Pressure-Driven Moir\'e Potential Enhancement and Tertiary Gap Opening in Graphene/h-BN Heterostructure

TL;DR

This study introduces a high-pressure technique to tune moiré potentials in graphene/h-BN heterostructures, revealing pressure-induced band structure modifications and a new tertiary gap, thus expanding the experimental control over correlated quantum states.

Contribution

We develop a high-pressure quantum transport method for moiré heterostructures, demonstrating pressure-induced enhancement of moiré potential and the first observation of a tertiary gap.

Findings

Pressure enhances moiré potential strength.

Near doubling of the primary band gap under pressure.

Observation of a tertiary gap above 6.4 GPa.

Abstract

Moir\'e superlattices enable engineering of correlated quantum states through tunable periodic potentials, where twist angle controls periodicity but dynamic potential strength modulation remains challenging.

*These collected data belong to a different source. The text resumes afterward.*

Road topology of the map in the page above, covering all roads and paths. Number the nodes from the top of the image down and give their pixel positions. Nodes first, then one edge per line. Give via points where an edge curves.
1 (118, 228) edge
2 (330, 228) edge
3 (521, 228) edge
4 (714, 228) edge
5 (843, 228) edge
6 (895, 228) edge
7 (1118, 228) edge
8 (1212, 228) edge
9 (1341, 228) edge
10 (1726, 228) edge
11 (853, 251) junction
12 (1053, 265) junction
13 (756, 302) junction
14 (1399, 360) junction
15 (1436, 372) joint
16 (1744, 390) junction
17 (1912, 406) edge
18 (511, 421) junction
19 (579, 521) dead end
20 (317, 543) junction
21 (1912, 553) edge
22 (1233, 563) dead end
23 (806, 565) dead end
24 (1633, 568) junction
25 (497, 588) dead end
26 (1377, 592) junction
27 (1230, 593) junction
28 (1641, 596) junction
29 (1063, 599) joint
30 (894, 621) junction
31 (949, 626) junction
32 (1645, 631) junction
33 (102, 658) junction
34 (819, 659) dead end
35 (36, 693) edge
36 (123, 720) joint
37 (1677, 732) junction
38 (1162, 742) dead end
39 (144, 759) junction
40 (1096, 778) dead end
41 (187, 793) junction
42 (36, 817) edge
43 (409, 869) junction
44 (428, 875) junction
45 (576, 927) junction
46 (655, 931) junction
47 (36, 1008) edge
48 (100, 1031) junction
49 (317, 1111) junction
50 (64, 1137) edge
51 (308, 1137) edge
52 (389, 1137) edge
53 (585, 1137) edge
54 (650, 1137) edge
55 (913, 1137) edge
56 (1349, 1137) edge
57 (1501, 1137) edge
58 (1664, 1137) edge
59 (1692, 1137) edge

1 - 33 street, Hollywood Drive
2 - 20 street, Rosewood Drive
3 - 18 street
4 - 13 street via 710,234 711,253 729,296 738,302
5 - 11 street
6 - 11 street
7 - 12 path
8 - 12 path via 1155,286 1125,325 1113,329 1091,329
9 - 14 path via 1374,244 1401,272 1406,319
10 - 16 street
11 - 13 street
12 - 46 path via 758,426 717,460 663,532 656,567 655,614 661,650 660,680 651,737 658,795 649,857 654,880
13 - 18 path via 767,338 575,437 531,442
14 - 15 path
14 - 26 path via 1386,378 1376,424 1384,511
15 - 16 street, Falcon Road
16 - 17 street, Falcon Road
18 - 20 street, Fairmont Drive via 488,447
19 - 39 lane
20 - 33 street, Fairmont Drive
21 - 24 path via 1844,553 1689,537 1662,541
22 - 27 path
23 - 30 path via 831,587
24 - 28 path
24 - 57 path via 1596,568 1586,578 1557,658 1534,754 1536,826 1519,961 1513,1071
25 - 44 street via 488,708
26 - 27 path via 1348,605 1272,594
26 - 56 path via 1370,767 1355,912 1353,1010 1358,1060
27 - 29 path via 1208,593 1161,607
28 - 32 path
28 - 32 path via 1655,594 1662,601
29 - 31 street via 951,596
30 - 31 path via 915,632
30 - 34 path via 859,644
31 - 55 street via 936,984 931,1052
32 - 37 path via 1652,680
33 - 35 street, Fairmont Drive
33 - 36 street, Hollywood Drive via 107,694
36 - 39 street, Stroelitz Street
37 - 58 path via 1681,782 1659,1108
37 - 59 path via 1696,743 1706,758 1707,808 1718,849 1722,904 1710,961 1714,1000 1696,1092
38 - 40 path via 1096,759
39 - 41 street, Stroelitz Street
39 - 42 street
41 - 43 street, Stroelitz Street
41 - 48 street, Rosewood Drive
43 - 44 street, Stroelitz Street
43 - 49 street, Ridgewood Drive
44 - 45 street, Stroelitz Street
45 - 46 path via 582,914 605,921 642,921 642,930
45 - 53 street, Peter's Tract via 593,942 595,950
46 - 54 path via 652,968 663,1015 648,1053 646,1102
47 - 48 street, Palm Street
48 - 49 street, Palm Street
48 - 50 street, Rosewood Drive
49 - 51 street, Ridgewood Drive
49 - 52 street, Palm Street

Here, we develop a high-pressure quantum transport technique for van der Waals heterostructures, achieving the ultimate pressure limit (~9 GPa) in encapsulated moir\'e devices. In aligned graphene/h-BN, we demonstrate that pressure induces a substantial enhancement of the moir\'e potential strength, evidenced by the suppression of the first valence bandwidth and the near-doubling of the primary band gap. Moreover, we report the first observation of a tertiary gap emerging above 6.4 GPa, verifying theoretical predictions. Our results establish hydrostatic pressure as a universal parameter to reshape moir\'e band structures. By enabling quantum transport studies at previously inaccessible pressure regimes, this Letter expands the accessible parameter space for exploring correlated phases in moir\'e systems.